▶ _Stored data_:
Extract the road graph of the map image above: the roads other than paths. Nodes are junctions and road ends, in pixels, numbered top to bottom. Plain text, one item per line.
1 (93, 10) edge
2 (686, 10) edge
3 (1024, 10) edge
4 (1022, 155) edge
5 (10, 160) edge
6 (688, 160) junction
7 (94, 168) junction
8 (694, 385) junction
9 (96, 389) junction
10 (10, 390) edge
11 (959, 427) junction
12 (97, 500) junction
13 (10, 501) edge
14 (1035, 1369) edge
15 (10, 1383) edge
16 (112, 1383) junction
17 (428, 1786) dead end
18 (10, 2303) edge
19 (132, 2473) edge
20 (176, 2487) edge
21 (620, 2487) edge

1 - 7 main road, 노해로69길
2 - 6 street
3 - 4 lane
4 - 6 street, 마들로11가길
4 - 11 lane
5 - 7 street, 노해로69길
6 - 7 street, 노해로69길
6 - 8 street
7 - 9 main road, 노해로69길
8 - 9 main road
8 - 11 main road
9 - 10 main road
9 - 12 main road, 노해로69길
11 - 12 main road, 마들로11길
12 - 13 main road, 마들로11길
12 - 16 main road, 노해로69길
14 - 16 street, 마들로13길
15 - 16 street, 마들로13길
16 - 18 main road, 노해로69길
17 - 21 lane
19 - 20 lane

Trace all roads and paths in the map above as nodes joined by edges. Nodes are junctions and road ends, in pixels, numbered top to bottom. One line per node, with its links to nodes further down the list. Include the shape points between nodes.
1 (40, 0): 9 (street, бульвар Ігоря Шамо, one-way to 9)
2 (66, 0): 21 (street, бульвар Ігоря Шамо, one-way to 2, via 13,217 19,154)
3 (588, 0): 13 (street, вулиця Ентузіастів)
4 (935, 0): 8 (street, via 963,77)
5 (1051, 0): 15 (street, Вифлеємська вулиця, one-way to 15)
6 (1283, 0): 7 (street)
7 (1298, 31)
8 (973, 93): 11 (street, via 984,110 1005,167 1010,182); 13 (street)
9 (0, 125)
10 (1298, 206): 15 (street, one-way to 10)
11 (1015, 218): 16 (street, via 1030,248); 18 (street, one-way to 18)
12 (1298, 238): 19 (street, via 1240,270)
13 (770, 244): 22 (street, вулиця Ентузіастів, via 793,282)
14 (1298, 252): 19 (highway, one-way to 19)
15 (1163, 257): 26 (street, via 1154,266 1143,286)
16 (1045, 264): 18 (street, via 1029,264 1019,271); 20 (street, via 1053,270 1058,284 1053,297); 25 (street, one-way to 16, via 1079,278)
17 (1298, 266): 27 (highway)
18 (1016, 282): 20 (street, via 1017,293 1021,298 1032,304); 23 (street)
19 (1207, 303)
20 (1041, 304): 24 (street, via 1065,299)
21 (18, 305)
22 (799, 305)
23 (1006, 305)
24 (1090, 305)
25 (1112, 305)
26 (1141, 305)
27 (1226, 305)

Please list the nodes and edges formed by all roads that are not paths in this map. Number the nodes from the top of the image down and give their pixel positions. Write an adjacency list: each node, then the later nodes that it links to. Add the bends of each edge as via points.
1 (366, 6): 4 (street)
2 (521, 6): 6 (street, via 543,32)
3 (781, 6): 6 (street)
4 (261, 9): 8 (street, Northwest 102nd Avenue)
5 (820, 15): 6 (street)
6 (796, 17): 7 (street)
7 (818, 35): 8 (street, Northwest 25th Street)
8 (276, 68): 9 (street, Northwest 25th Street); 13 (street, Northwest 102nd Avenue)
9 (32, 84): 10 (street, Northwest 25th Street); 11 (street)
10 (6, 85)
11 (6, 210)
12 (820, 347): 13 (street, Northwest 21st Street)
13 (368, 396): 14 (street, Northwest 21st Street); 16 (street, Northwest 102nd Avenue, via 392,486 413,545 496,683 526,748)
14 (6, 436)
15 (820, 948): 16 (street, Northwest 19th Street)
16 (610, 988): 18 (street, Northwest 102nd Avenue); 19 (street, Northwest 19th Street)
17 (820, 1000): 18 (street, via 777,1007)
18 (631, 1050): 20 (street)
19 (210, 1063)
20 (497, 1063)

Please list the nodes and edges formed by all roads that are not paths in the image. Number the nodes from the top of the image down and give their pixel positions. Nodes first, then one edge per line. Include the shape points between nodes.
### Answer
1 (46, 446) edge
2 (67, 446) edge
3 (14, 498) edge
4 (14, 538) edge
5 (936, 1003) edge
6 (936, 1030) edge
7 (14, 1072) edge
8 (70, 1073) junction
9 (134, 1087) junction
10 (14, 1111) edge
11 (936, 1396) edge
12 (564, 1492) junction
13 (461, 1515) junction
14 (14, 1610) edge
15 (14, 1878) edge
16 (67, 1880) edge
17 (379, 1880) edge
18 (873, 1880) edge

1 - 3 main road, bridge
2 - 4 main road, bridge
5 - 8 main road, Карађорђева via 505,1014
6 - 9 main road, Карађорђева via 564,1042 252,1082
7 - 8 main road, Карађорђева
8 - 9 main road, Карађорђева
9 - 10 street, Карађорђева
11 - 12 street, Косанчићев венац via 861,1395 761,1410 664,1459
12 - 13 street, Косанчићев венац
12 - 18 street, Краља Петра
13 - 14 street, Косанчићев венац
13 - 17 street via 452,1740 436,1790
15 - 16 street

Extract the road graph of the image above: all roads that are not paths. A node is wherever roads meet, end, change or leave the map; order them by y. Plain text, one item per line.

▶ _What is being asked_: From the first line to the last, reproduce the data above exactly.

▶ _Result for this task_:
Extract the road graph of the map image above: the roads other than paths. Nodes are junctions and road ends, in pixels, numbered top to bottom. Plain text, one item per line.
1 (93, 10) edge
2 (686, 10) edge
3 (1024, 10) edge
4 (1022, 155) edge
5 (10, 160) edge
6 (688, 160) junction
7 (94, 168) junction
8 (694, 385) junction
9 (96, 389) junction
10 (10, 390) edge
11 (959, 427) junction
12 (97, 500) junction
13 (10, 501) edge
14 (1035, 1369) edge
15 (10, 1383) edge
16 (112, 1383) junction
17 (428, 1786) dead end
18 (10, 2303) edge
19 (132, 2473) edge
20 (176, 2487) edge
21 (620, 2487) edge

1 - 7 main road, 노해로69길
2 - 6 street
3 - 4 lane
4 - 6 street, 마들로11가길
4 - 11 lane
5 - 7 street, 노해로69길
6 - 7 street, 노해로69길
6 - 8 street
7 - 9 main road, 노해로69길
8 - 9 main road
8 - 11 main road
9 - 10 main road
9 - 12 main road, 노해로69길
11 - 12 main road, 마들로11길
12 - 13 main road, 마들로11길
12 - 16 main road, 노해로69길
14 - 16 street, 마들로13길
15 - 16 street, 마들로13길
16 - 18 main road, 노해로69길
17 - 21 lane
19 - 20 lane

Trace all roads and paths in the map above as nodes joined by edges. Nodes are junctions and road ends, in pixels, numbered top to bottom. One line per node, with its links to nodes further down the list. Include the shape points between nodes.
1 (40, 0): 9 (street, бульвар Ігоря Шамо, one-way to 9)
2 (66, 0): 21 (street, бульвар Ігоря Шамо, one-way to 2, via 13,217 19,154)
3 (588, 0): 13 (street, вулиця Ентузіастів)
4 (935, 0): 8 (street, via 963,77)
5 (1051, 0): 15 (street, Вифлеємська вулиця, one-way to 15)
6 (1283, 0): 7 (street)
7 (1298, 31)
8 (973, 93): 11 (street, via 984,110 1005,167 1010,182); 13 (street)
9 (0, 125)
10 (1298, 206): 15 (street, one-way to 10)
11 (1015, 218): 16 (street, via 1030,248); 18 (street, one-way to 18)
12 (1298, 238): 19 (street, via 1240,270)
13 (770, 244): 22 (street, вулиця Ентузіастів, via 793,282)
14 (1298, 252): 19 (highway, one-way to 19)
15 (1163, 257): 26 (street, via 1154,266 1143,286)
16 (1045, 264): 18 (street, via 1029,264 1019,271); 20 (street, via 1053,270 1058,284 1053,297); 25 (street, one-way to 16, via 1079,278)
17 (1298, 266): 27 (highway)
18 (1016, 282): 20 (street, via 1017,293 1021,298 1032,304); 23 (street)
19 (1207, 303)
20 (1041, 304): 24 (street, via 1065,299)
21 (18, 305)
22 (799, 305)
23 (1006, 305)
24 (1090, 305)
25 (1112, 305)
26 (1141, 305)
27 (1226, 305)

Please list the nodes and edges formed by all roads that are not paths in this map. Number the nodes from the top of the image down and give their pixel positions. Write an adjacency list: each node, then the later nodes that it links to. Add the bends of each edge as via points.
1 (366, 6): 4 (street)
2 (521, 6): 6 (street, via 543,32)
3 (781, 6): 6 (street)
4 (261, 9): 8 (street, Northwest 102nd Avenue)
5 (820, 15): 6 (street)
6 (796, 17): 7 (street)
7 (818, 35): 8 (street, Northwest 25th Street)
8 (276, 68): 9 (street, Northwest 25th Street); 13 (street, Northwest 102nd Avenue)
9 (32, 84): 10 (street, Northwest 25th Street); 11 (street)
10 (6, 85)
11 (6, 210)
12 (820, 347): 13 (street, Northwest 21st Street)
13 (368, 396): 14 (street, Northwest 21st Street); 16 (street, Northwest 102nd Avenue, via 392,486 413,545 496,683 526,748)
14 (6, 436)
15 (820, 948): 16 (street, Northwest 19th Street)
16 (610, 988): 18 (street, Northwest 102nd Avenue); 19 (street, Northwest 19th Street)
17 (820, 1000): 18 (street, via 777,1007)
18 (631, 1050): 20 (street)
19 (210, 1063)
20 (497, 1063)

Please list the nodes and edges formed by all roads that are not paths in the image. Number the nodes from the top of the image down and give their pixel positions. Nodes first, then one edge per line. Include the shape points between nodes.
### Answer
1 (46, 446) edge
2 (67, 446) edge
3 (14, 498) edge
4 (14, 538) edge
5 (936, 1003) edge
6 (936, 1030) edge
7 (14, 1072) edge
8 (70, 1073) junction
9 (134, 1087) junction
10 (14, 1111) edge
11 (936, 1396) edge
12 (564, 1492) junction
13 (461, 1515) junction
14 (14, 1610) edge
15 (14, 1878) edge
16 (67, 1880) edge
17 (379, 1880) edge
18 (873, 1880) edge

1 - 3 main road, bridge
2 - 4 main road, bridge
5 - 8 main road, Карађорђева via 505,1014
6 - 9 main road, Карађорђева via 564,1042 252,1082
7 - 8 main road, Карађорђева
8 - 9 main road, Карађорђева
9 - 10 street, Карађорђева
11 - 12 street, Косанчићев венац via 861,1395 761,1410 664,1459
12 - 13 street, Косанчићев венац
12 - 18 street, Краља Петра
13 - 14 street, Косанчићев венац
13 - 17 street via 452,1740 436,1790
15 - 16 street

Extract the road graph of the image above: all roads that are not paths. A node is wherever roads meet, end, change or leave the map; order them by y. Plain text, one item per line.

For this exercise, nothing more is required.